Significant Quotes / Pages

‘The old doctor felt my pulse, evidently thinking of something else the while.  “Good, good for there,” he mumbled, and then with a certain eagerness asked me whether I would let him measure my head.  ... “I always ask leave, in the interests of science, to measure the crania of those going out there,” he said. “And when they come back, too?” I asked.  “Oh, I never see them,” he remarked: “and, moreover, the changes take place inside, you know.”  He smiled, as if at some quiet joke.’ (16-17)

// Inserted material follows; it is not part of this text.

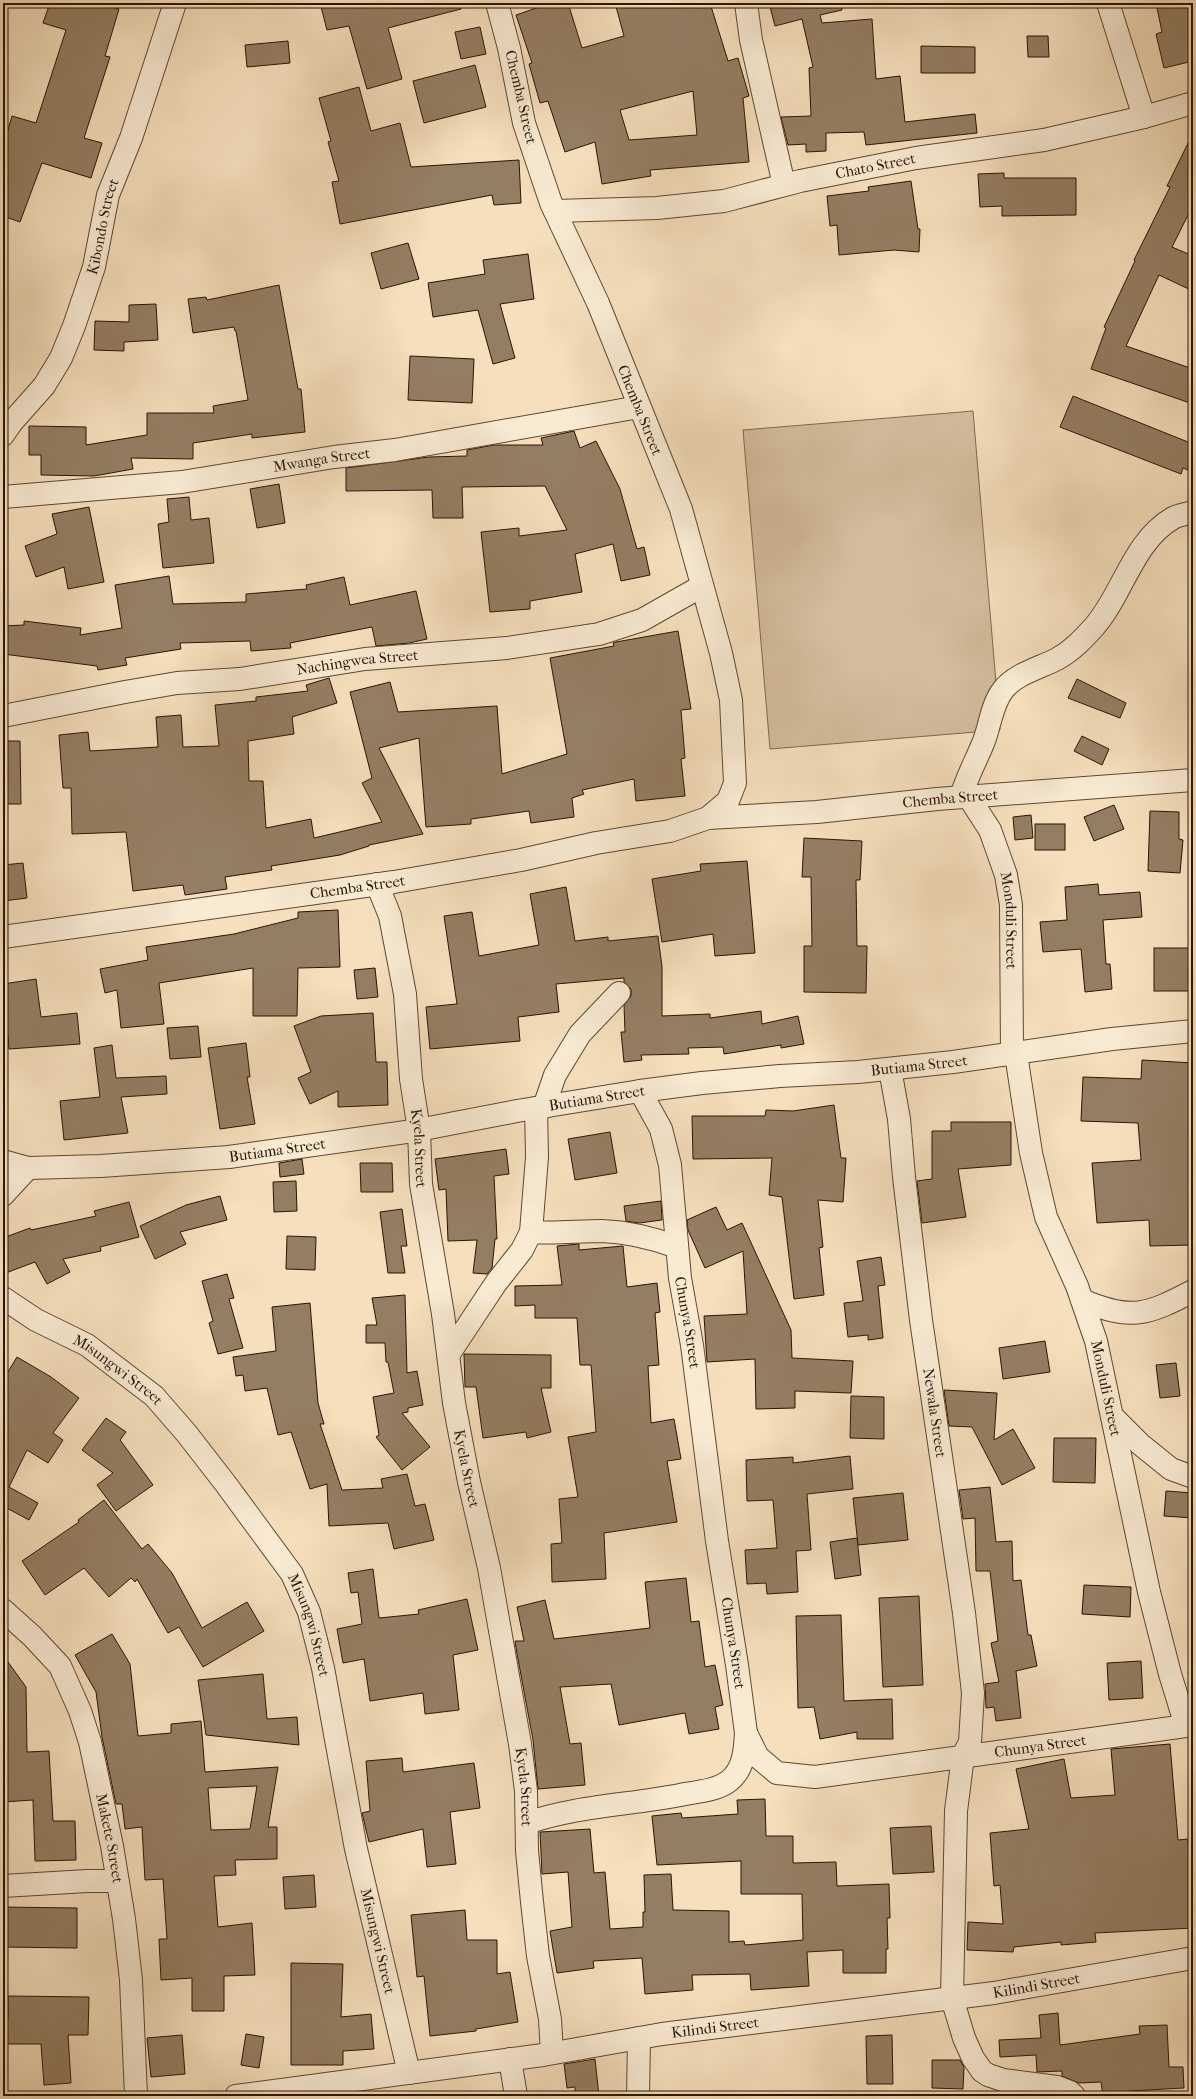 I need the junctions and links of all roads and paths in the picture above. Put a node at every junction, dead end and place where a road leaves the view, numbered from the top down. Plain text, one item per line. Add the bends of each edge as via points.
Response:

‘“Ever any madness in your family?” he asked, in a matter-of-fact tone.  I felt very annoyed.  “Is that question in the interests of science, too?”  “It would be,” he said, without taking notice of my irritation, “interesting for science to watch the mental changes of individuals, on the spot, but ...”  “Are you an alienist?” I interrupted.  “Every doctor should be – a little,” answered that original, imperturbably.’ (17)

‘The steamer toiled along slowly on the edge of a black and incomprehensible frenzy.  The prehistoric man was cursing us, praying to us, welcoming us – who could tell?  We were cut off from the comprehension of our surroundings; we glided past like phantoms, wondering and secretly appalled, as sane men would be before an enthusiastic outbreak in a madhouse.’ (51)

‘... the dream-sensation that pervaded all my days at that time.  Perhaps I had a little fever too. ... I had often “a little fever”, or a little touch of other things – the playful paw-strokes of the wilderness, the preliminary trifling before the more serious onslaught which came in due course.’ (59)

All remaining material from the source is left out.